Andrew Dunstan wrote:
Heikki Linnakangas wrote:
Another update attached: It occurred to me that the memchr approach is
only safe for server encodings, where the non-first bytes of a
multi-byte character always have the hi-bit set.
We currently make the following assumption in the code:
* These four characters, and the CSV escape and quote characters, are
* assumed the same in frontend and backend encodings.
*
The four characters are the carriage return, line feed, backslash and dot.
I think the requirement might well actually be somewhat stronger than
that: i.e. that none of these will appear as a non-first byte in any
multi-byte client encoding character. If that's right, then we should be
able to write CopyReadLineText without bothering about multi-byte chars.

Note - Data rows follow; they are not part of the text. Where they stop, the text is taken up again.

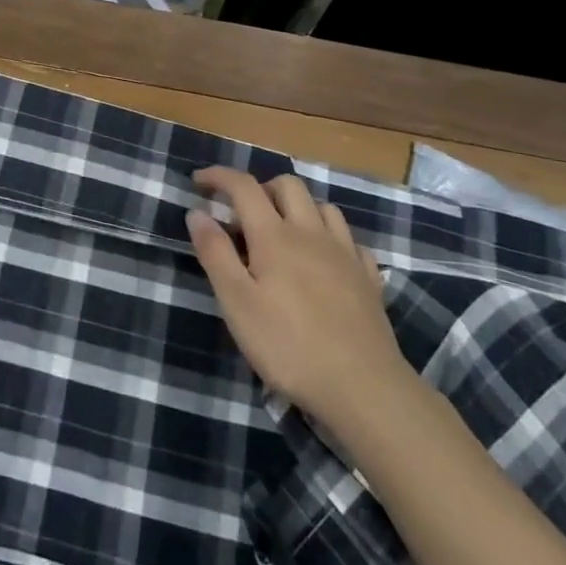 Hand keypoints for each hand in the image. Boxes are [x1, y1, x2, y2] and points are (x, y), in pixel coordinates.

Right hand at [187, 168, 409, 415]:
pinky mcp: (368, 279)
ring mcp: (345, 254)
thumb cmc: (288, 346)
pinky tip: (325, 259)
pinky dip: (331, 237)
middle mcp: (311, 233)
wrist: (363, 388)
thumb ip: (215, 253)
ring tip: (283, 231)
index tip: (198, 181)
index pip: (244, 187)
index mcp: (274, 236)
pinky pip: (351, 240)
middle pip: (288, 185)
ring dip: (298, 207)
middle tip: (242, 213)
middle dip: (261, 187)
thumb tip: (196, 212)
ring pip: (323, 206)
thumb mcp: (237, 303)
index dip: (219, 177)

If it's not right then I suspect we have some cases that can fail now
anyway.
No, we don't require that, and we do handle it correctly. We use
pg_encoding_mblen to determine the length of each character in
CopyReadLineText when the encoding is a client-only encoding, and only
look at the first byte of each character. In CopyReadAttributesText,
where we have a similar loop, we've already transformed the input to
server encoding.
--
Heikki Linnakangas
EnterpriseDB http://www.enterprisedb.com
--
Sent via pgsql-patches mailing list (pgsql-patches@postgresql.org)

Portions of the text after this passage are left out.